Answer:
The critical value that corresponds to a confidence interval of 81.2% is 1.32.
Step-by-step explanation:
According to the Central Limit Theorem if we have an unknown population with mean μ and standard deviation σ and appropriately huge random samples (n > 30) are selected from the population with replacement, then the distribution of the sample mean will be approximately normally distributed.

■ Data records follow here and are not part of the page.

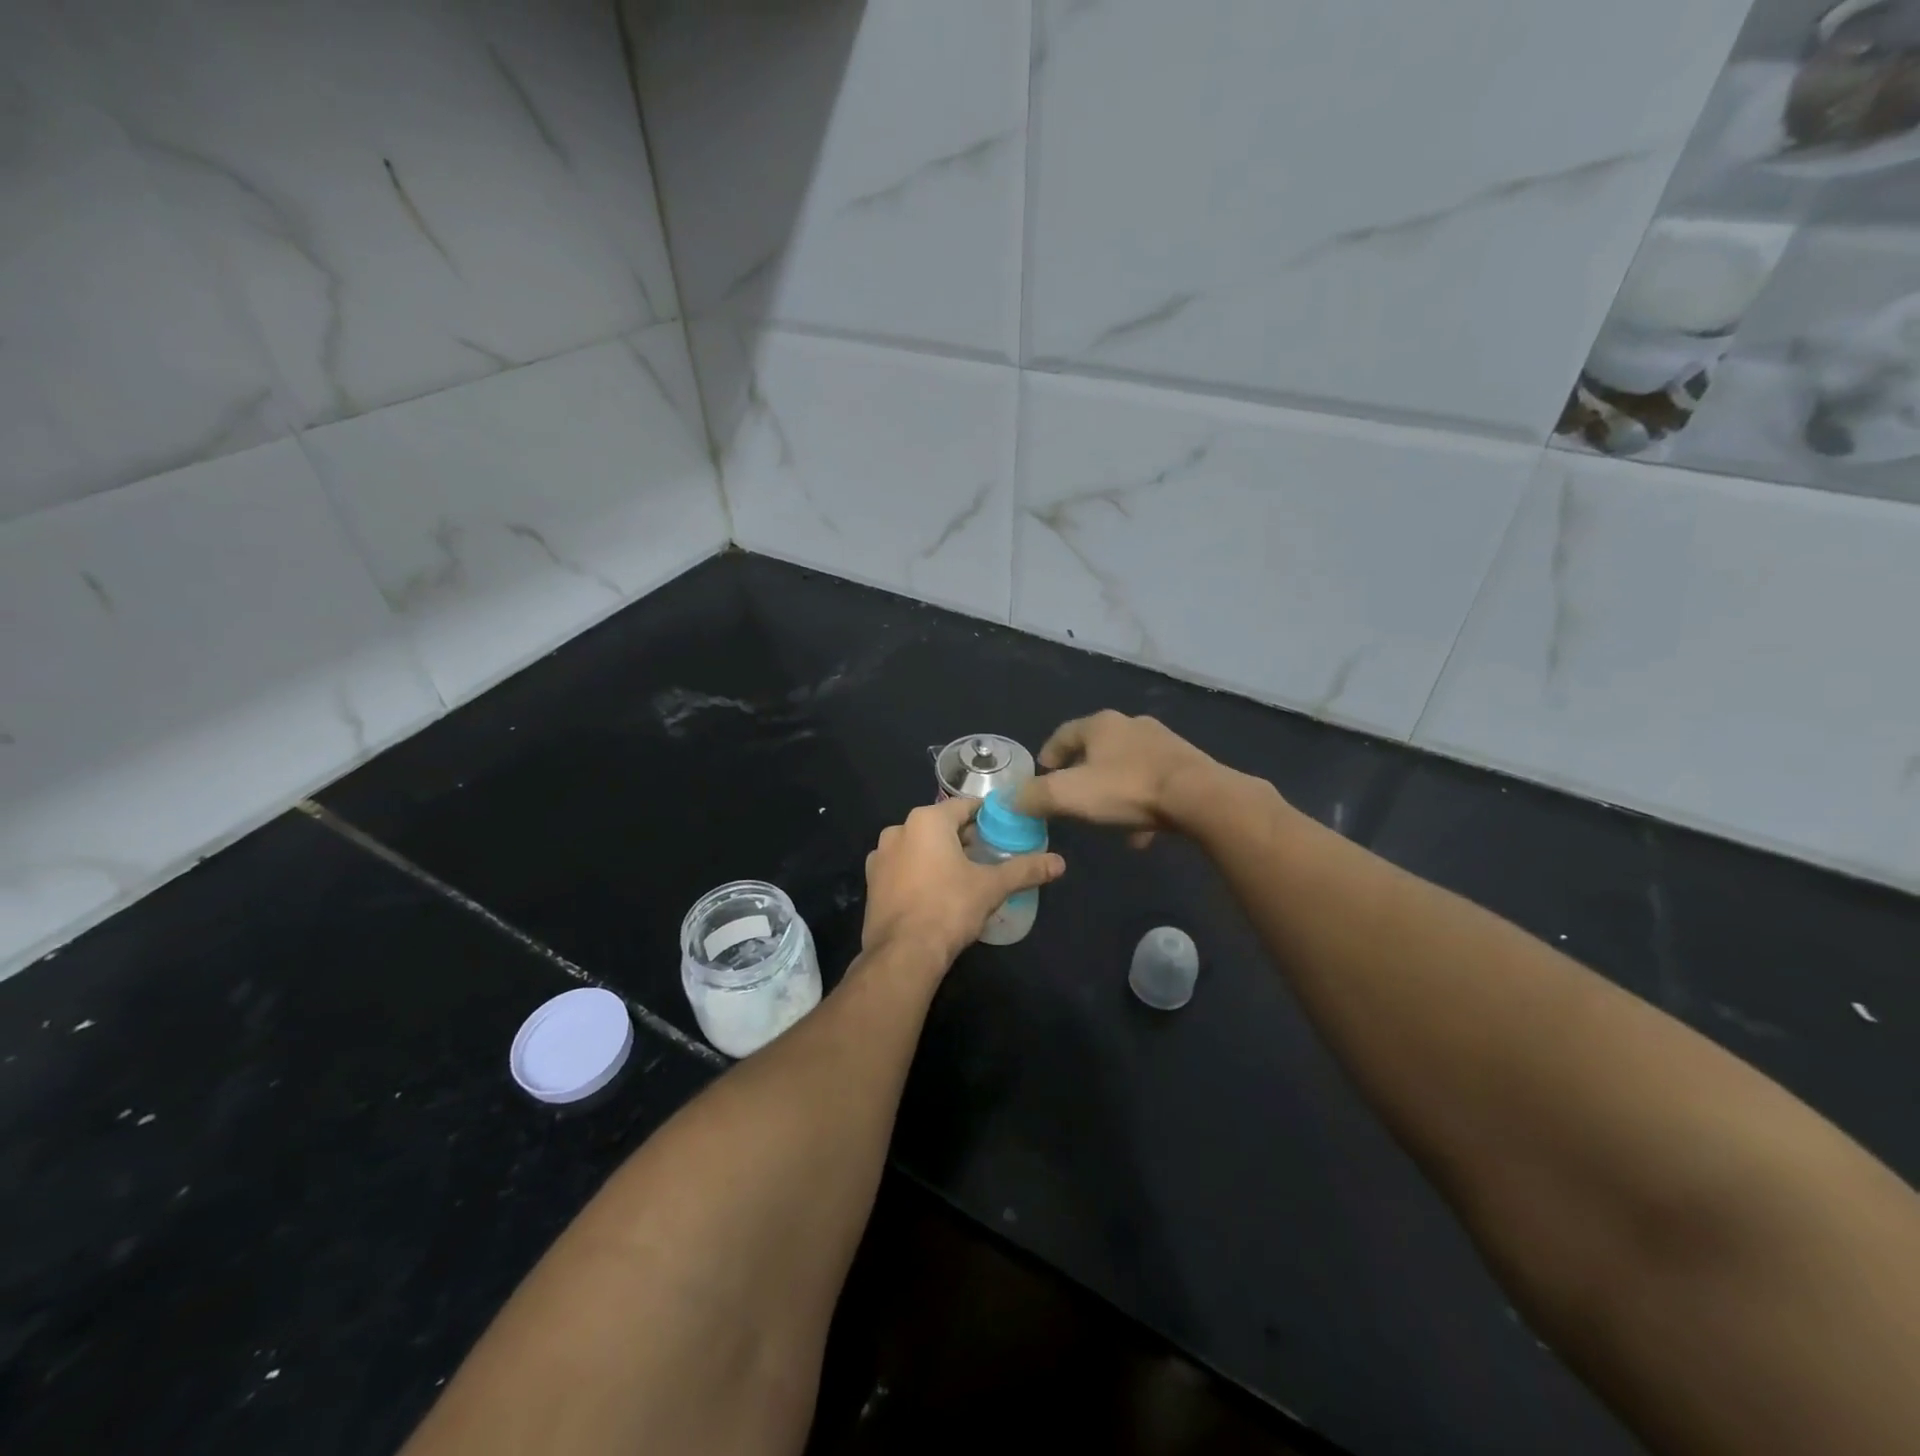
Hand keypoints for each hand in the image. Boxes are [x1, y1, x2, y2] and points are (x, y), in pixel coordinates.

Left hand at [861, 796, 1065, 966]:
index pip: (964, 807)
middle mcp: (898, 830)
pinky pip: (902, 868)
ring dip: (939, 855)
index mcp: (926, 820)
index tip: (1003, 830)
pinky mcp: (871, 883)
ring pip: (918, 847)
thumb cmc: (949, 908)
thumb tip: (1060, 863)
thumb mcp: (992, 887)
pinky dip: (919, 873)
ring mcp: (879, 857)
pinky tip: (935, 894)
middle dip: (963, 838)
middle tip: (988, 856)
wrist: (902, 953)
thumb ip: (1025, 870)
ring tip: (963, 877)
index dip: (986, 817)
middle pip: (940, 826)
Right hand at [1013, 711, 1228, 847]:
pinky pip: (1153, 785)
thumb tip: (1010, 800)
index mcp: (1101, 725)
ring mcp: (1163, 744)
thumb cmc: (1126, 789)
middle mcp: (1131, 726)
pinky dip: (1141, 805)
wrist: (1199, 797)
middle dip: (1082, 772)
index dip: (1048, 754)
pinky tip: (1139, 835)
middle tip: (1070, 795)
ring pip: (1127, 767)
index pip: (1063, 734)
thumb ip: (1034, 797)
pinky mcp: (1186, 766)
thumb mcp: (1069, 795)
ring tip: (1104, 818)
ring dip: (1113, 790)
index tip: (1041, 775)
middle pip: (1097, 748)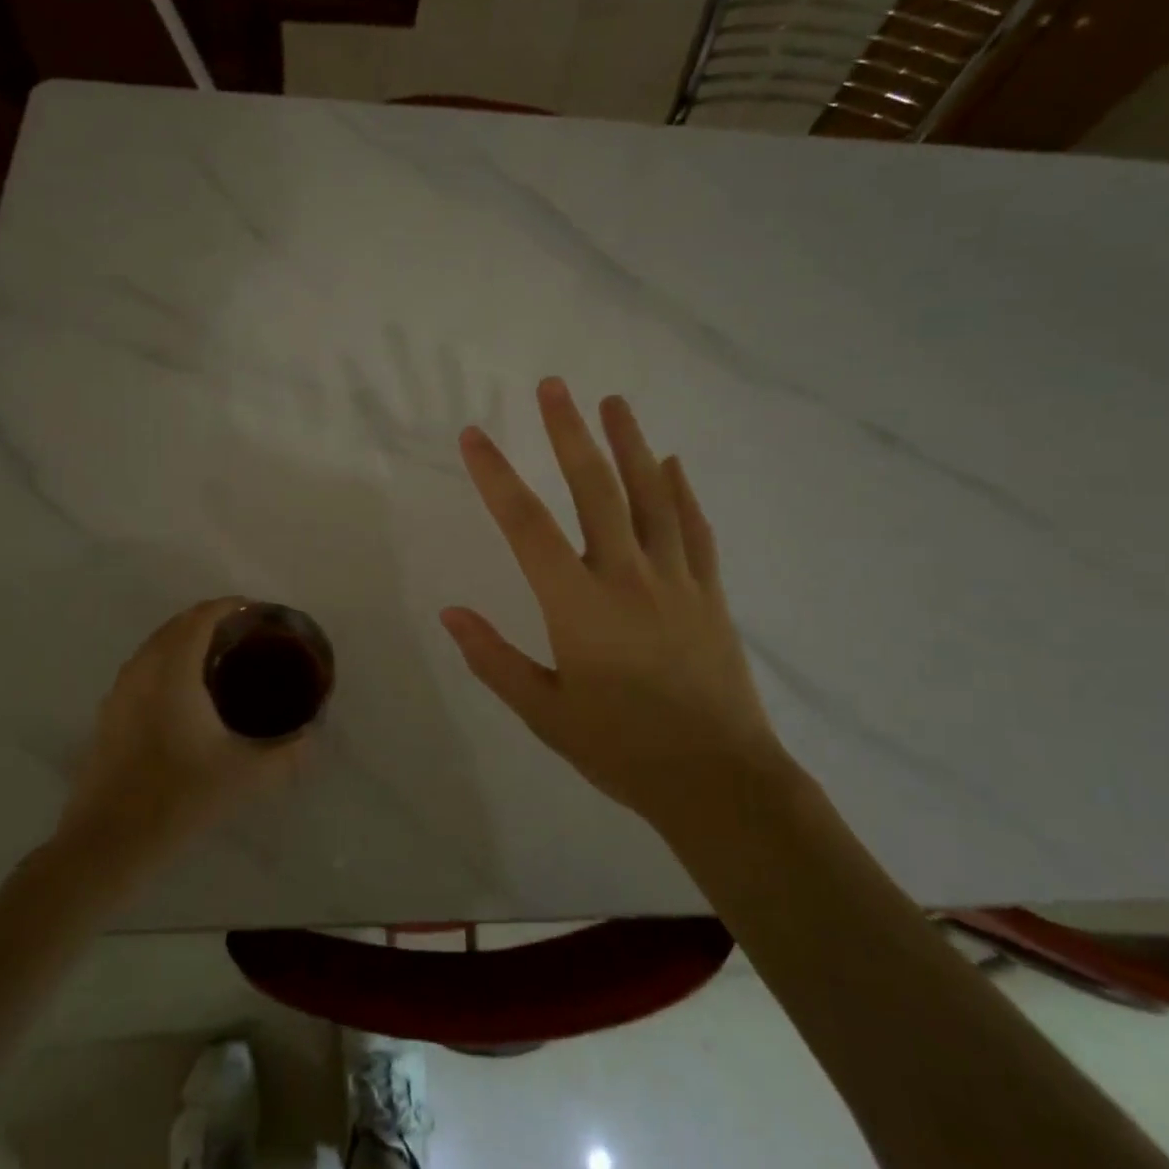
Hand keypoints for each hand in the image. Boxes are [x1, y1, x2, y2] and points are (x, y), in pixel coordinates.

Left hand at [60, 597, 304, 861]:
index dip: (230, 606)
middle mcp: (142, 670)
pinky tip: (186, 696)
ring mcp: (119, 692)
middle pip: (177, 625)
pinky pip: (142, 670)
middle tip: (247, 636)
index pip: (201, 617)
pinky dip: (166, 664)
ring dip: (185, 641)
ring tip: (220, 660)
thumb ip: (287, 754)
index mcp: (173, 671)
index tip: (258, 613)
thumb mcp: (246, 777)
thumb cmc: (178, 799)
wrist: (105, 846)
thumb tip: (313, 738)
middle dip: (211, 621)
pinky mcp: (107, 716)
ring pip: (155, 647)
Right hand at [440, 378, 793, 832]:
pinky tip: (672, 463)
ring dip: (630, 443)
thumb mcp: (545, 712)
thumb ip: (494, 658)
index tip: (474, 435)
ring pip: (651, 495)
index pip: (526, 525)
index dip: (496, 475)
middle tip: (554, 386)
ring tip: (614, 402)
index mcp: (578, 604)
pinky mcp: (709, 592)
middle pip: (595, 488)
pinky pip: (694, 528)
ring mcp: (675, 579)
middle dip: (570, 432)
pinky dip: (681, 491)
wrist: (718, 781)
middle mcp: (627, 576)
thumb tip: (450, 613)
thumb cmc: (622, 749)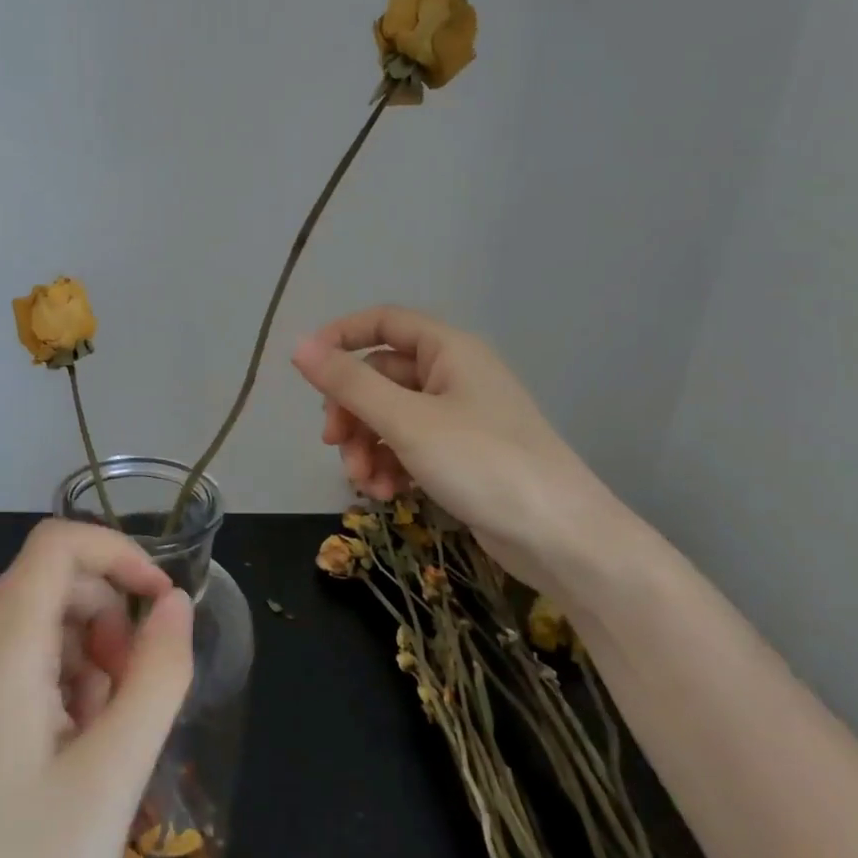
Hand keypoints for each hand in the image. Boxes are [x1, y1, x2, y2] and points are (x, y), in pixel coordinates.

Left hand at [0, 520, 193, 857]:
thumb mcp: (114, 772)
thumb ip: (156, 674)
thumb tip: (174, 604)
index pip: (57, 545)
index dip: (120, 554)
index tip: (162, 606)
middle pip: (52, 584)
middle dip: (111, 618)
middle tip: (136, 694)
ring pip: (41, 626)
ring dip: (92, 658)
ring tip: (108, 737)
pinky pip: (21, 667)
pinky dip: (65, 686)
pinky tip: (76, 753)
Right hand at [292, 304, 633, 588]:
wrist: (558, 535)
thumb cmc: (483, 463)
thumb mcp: (407, 421)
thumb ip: (350, 384)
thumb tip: (299, 347)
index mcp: (448, 350)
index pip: (383, 323)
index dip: (341, 339)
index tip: (306, 371)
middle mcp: (453, 376)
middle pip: (381, 377)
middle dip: (352, 412)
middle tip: (334, 446)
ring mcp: (459, 418)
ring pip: (391, 418)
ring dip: (367, 447)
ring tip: (364, 484)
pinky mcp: (461, 456)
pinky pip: (410, 447)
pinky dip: (391, 466)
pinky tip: (387, 494)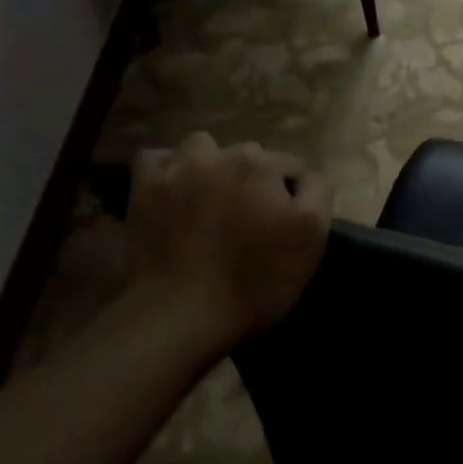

Then, the mean of the sample means is given by,
[tex]\mu_{\bar x}=\mu[/tex]
And the standard deviation of the sample means is given by,
[tex]\sigma_{\bar x}=\frac{\sigma}{\sqrt{n}}[/tex]
In this case the sample selected is of size, n = 63.
As the sample size n = 63 > 30, the sampling distribution of sample mean will be approximately normal.
So, a z-interval will be used to estimate the population mean.
The confidence level is, 81.2%.
The value of α is:
[tex]\alpha=1-\text{Confidence Level}\\\\\alpha=1-0.812\\\\\alpha=0.188[/tex]
The critical value is:
[tex]z_{\alpha/2}=z_{0.188/2}=z_{0.094}=- 1.32\\\\z_{1-\alpha/2}=z_{1-0.188/2}=z_{0.906}= 1.32[/tex]
*Use a z-table.
Thus, the critical value that corresponds to a confidence interval of 81.2% is 1.32.